Morreu no último domingo (2), aos 73 anos, em Belo Horizonte, o compositor e músico Lô Borges, um dos nomes mais fundamentais da música brasileira. A informação foi confirmada pela família ao g1 e pelo hospital à Folha de S.Paulo.
Internado desde o dia 17 do mês passado após um quadro de reação a medicamentos, Lô Borges morreu em decorrência de falência múltipla de órgãos.
Dono de uma das obras mais influentes da MPB, Lô foi responsável por clássicos como “O Trem Azul”, “Via Láctea” e outros sucessos que marcaram diferentes gerações. Sua trajetória é inseparável do Clube da Esquina, movimento musical que revolucionou a música brasileira ao lado de Milton Nascimento, dos irmãos Márcio e Marilton Borges, Beto Guedes e outros artistas mineiros.
O álbum “Clube da Esquina”, lançado em 1972, é frequentemente citado por críticos e publicações internacionais como um dos maiores discos da história da música.
“O Brasil perde um de seus artistas mais geniais, inventivos e únicos”, afirmou Milton Nascimento (Bituca), amigo e parceiro musical de longa data.
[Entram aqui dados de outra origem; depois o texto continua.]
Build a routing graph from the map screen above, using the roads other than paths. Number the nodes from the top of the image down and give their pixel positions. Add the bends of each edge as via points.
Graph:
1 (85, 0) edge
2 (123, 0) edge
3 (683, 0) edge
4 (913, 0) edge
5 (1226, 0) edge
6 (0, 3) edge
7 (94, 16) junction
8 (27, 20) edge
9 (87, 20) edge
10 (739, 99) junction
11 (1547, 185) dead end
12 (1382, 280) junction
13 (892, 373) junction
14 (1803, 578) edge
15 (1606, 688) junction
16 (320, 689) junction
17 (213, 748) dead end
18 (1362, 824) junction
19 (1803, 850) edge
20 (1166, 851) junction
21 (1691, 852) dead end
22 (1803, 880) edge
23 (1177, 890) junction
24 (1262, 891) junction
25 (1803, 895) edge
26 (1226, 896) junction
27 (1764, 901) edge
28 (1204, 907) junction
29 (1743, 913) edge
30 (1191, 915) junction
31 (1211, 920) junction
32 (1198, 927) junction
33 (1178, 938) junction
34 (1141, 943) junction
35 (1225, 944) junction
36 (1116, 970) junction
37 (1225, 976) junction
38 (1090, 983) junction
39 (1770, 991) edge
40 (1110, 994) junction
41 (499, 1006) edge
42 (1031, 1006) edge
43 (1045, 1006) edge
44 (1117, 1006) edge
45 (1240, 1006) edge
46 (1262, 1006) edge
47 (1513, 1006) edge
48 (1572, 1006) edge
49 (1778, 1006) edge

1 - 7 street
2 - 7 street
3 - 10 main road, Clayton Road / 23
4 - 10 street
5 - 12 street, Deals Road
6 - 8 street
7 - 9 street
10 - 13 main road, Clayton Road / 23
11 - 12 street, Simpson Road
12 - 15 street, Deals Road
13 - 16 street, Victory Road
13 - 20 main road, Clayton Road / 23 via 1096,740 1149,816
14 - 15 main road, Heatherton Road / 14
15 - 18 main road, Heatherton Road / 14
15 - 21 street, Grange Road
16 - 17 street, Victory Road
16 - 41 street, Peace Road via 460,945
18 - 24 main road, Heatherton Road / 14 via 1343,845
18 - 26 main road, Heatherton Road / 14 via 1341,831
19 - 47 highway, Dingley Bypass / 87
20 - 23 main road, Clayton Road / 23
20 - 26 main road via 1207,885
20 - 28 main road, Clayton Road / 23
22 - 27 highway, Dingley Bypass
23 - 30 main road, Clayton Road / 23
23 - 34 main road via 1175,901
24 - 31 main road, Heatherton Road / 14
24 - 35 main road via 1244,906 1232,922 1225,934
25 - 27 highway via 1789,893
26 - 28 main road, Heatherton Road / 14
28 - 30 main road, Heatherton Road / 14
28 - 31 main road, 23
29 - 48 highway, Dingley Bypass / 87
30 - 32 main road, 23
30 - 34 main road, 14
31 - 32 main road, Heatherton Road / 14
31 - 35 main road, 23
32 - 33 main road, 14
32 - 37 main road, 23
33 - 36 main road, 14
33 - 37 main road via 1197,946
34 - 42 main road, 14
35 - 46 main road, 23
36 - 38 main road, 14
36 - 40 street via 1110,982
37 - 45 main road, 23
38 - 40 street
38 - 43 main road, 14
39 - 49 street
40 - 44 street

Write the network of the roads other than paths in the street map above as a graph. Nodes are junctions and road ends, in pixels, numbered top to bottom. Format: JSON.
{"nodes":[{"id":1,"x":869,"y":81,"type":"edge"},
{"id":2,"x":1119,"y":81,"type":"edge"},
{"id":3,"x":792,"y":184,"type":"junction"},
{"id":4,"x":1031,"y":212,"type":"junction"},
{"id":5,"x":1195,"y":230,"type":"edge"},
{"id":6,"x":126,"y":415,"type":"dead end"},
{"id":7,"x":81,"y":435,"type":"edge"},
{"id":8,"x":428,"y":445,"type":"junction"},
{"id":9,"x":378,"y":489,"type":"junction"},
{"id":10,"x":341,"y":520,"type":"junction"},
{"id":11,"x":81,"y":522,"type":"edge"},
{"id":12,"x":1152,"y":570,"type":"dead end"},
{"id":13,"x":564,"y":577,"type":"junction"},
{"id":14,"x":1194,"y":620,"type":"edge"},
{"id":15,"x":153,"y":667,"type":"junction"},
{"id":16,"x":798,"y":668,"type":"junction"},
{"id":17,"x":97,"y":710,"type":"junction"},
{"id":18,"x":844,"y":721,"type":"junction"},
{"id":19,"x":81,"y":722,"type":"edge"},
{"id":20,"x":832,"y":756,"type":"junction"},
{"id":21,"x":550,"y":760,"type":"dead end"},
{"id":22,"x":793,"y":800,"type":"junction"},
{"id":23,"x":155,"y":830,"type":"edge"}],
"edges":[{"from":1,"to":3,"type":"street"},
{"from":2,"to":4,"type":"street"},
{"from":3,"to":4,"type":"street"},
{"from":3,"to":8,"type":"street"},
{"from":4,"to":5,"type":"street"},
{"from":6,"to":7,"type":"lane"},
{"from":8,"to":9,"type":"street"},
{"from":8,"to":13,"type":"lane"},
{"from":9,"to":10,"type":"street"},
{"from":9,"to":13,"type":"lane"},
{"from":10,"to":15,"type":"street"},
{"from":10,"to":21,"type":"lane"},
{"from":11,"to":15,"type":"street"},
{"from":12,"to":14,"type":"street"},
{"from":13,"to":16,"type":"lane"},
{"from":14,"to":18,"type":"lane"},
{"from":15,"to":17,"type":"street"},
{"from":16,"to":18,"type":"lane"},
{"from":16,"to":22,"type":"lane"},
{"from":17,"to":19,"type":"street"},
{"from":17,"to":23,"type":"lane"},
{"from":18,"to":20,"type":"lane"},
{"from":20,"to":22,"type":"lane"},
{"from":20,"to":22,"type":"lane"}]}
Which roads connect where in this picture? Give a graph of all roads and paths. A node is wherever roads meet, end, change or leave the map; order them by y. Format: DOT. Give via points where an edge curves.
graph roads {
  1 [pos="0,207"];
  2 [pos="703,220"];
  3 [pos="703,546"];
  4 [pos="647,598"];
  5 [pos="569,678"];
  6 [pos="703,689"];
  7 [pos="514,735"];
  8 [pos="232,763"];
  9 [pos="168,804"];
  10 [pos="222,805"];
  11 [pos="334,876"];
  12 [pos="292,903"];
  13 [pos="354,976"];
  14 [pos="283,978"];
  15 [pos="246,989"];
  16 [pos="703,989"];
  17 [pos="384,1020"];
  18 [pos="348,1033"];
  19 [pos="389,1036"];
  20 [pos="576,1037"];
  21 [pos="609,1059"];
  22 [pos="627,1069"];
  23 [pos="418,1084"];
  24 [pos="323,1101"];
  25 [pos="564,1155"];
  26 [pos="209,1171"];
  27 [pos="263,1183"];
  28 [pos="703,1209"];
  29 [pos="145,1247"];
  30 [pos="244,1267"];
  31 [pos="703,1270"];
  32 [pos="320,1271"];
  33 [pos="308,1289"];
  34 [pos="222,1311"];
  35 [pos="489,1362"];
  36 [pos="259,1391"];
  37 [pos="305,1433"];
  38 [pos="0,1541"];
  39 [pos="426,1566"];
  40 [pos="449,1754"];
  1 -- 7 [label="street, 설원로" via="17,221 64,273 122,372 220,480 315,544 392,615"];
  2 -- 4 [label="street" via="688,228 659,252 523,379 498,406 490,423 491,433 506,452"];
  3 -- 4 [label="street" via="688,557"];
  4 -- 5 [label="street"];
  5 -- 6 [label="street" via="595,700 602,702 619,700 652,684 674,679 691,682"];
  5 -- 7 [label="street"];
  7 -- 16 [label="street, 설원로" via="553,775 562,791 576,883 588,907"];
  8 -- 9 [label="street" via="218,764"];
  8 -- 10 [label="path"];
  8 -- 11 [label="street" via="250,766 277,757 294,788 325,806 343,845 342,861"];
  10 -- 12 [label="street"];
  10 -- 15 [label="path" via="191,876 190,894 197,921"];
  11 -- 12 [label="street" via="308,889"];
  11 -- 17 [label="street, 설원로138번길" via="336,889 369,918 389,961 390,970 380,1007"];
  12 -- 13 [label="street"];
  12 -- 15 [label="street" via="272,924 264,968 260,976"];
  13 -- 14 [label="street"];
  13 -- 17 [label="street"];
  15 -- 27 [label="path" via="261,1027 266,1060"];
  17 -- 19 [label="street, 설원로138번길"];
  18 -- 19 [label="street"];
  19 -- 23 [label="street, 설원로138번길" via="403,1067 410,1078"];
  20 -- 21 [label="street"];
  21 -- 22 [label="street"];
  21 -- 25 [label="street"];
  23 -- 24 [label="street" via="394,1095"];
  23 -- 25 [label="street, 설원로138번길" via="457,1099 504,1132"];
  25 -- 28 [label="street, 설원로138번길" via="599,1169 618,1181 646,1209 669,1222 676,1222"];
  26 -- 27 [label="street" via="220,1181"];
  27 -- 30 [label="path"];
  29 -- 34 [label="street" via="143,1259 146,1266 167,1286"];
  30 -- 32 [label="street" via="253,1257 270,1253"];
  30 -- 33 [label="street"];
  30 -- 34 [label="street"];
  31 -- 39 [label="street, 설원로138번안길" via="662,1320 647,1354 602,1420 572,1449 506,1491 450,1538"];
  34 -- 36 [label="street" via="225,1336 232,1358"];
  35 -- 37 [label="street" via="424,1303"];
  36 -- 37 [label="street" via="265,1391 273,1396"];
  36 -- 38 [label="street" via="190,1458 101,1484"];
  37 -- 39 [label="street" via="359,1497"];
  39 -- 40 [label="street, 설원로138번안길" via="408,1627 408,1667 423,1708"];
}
O apresentador Serginho Groisman descreveu Lô Borges como um “menino prodígio da música”, dono de uma “alma gentil”.
O cantor e compositor mineiro Samuel Rosa afirmou estar “devastado” com a perda: “Meu amigo, você fará muita falta. Seu legado é definitivo. Você é um dos grandes, e eu — assim como o Brasil — tive o privilégio de compartilhar da sua nobre história.”